Поначалу-то соседки да подружки приходили, разговоры вели, что траур-то пора и снимать. Чай, с момента смерти мужа уж не один год прошёл. Молодая ведь, красивая! Деток ещё можно родить, мужа хорошего сыскать. Ведь и так на молодую знахарку мужики с соседних сёл засматриваются.

Безразличием отвечала на те слова Ульяна. Закрыто сердце её навеки, под толщей воды ледяной, что мужа в тот день укрыла, спрятано.

***

– Научи, милая, – закивала головой Прасковья, – нельзя мне без молока, внучат кормить надо.

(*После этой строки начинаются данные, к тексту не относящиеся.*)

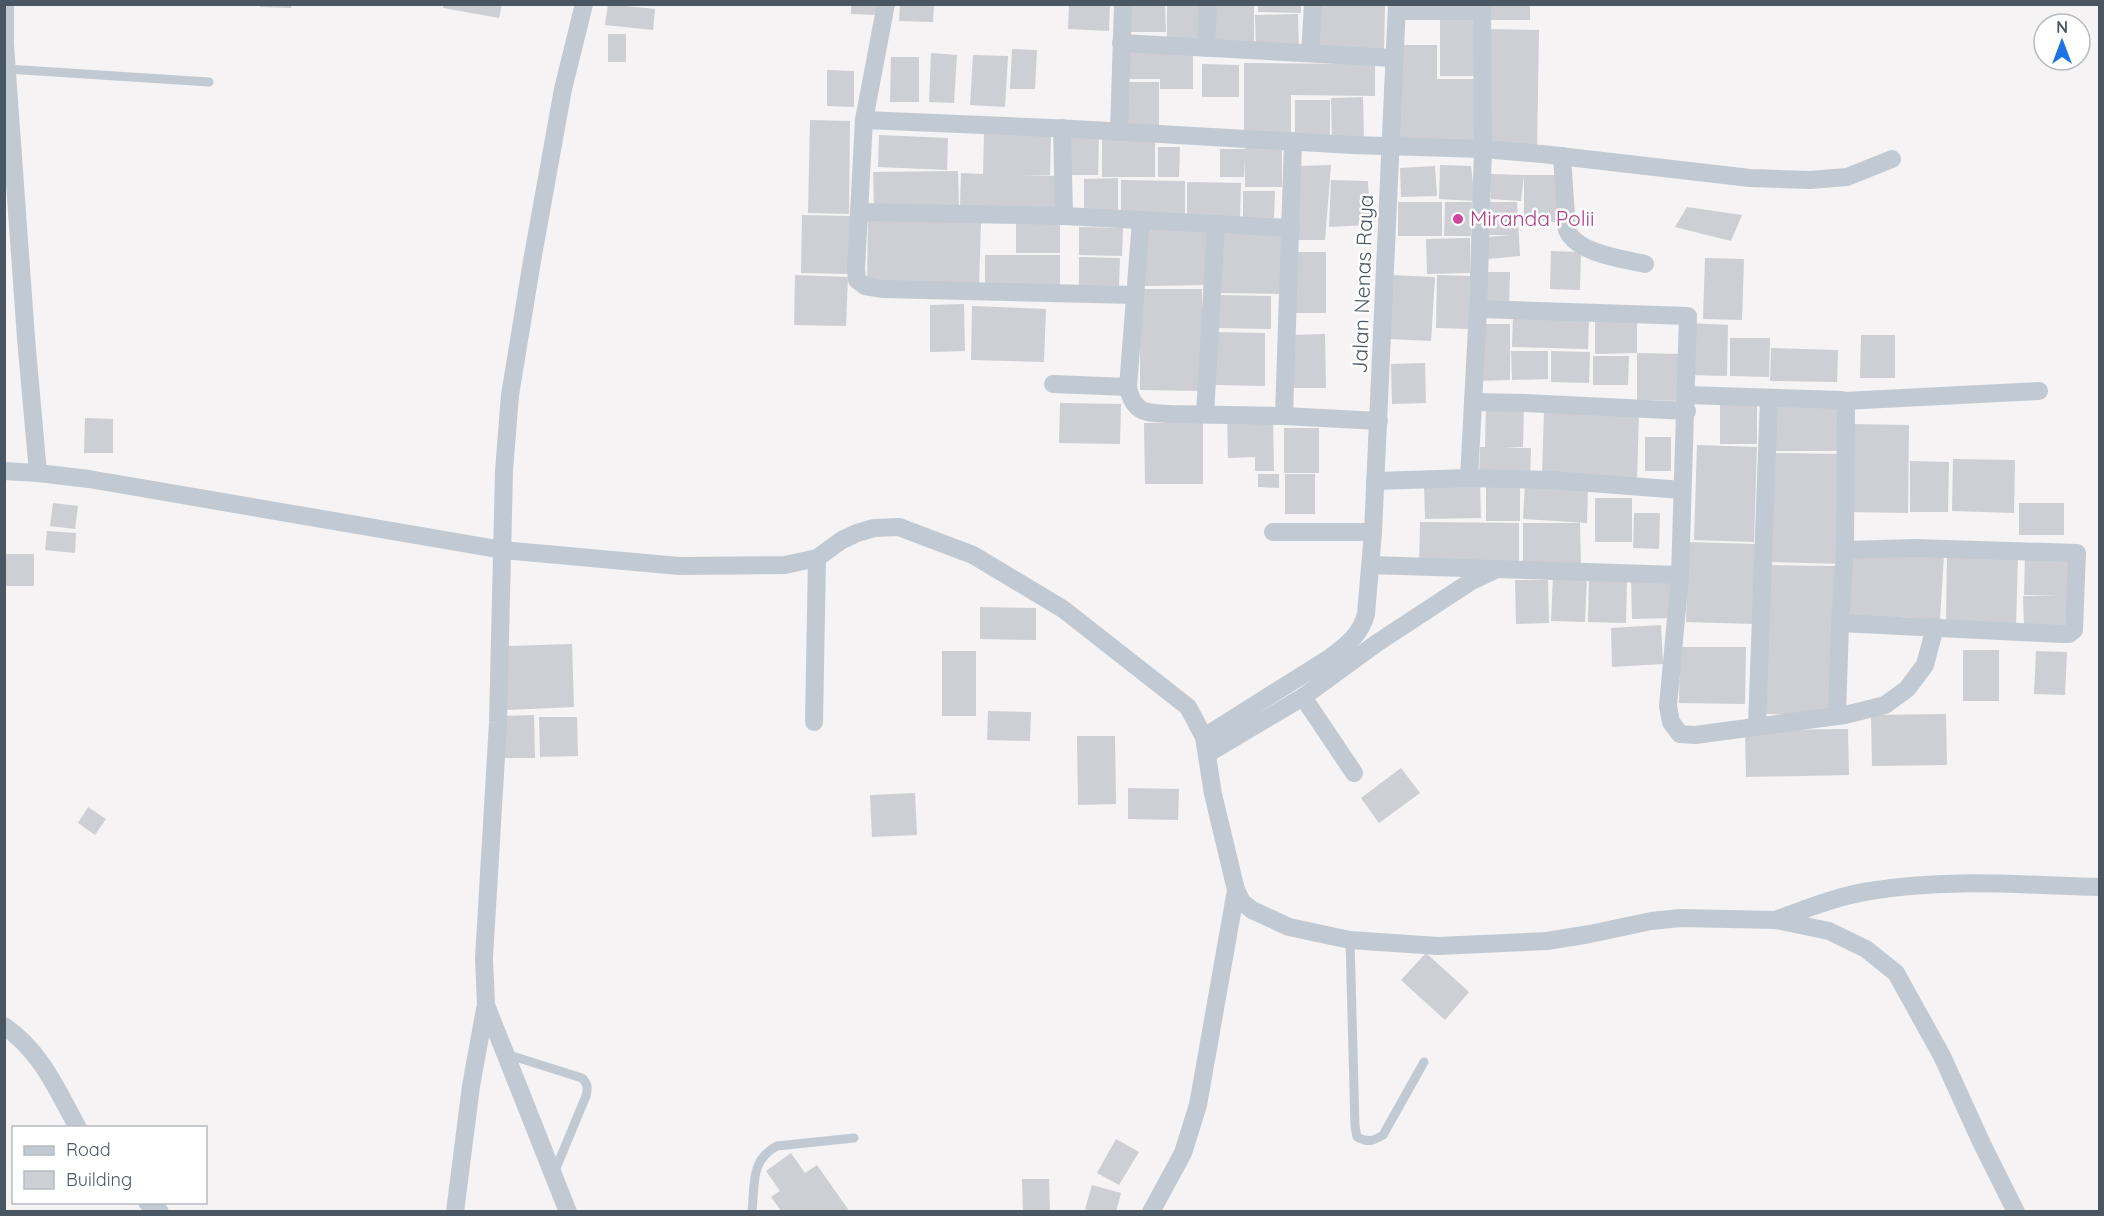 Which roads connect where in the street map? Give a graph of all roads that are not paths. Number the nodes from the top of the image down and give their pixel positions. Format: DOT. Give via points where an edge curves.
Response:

– Гвоздей возьми старых, на сковороду их высыпь, маслица подлей и на огонь поставь, – поучала Уля. – Как шкварчать начнёт, так скажи: "Как ржа маслом смывается, так и хворь со скотины моей смоется". После остуди масло и вылей перед порогом хлева, да жди. Придёт та, что беду навела. Просить чего начнёт – не вздумай давать, и на порог не пускай.

Убежала Прасковья, сделала, как сказано было. И глядь, тем же днём идёт к её дому старуха ветхая, что в конце деревни жила.

– Не найдётся ли у тебя сольцы, Прасковьюшка? – спрашивает.

– Не лень тебе было за солью в такую даль идти, Филипповна? – вопросом на вопрос ответила Прасковья.

– Эдак я просто мимо шла, да вспомнила, что соли-то нет в хате, – произнесла старуха.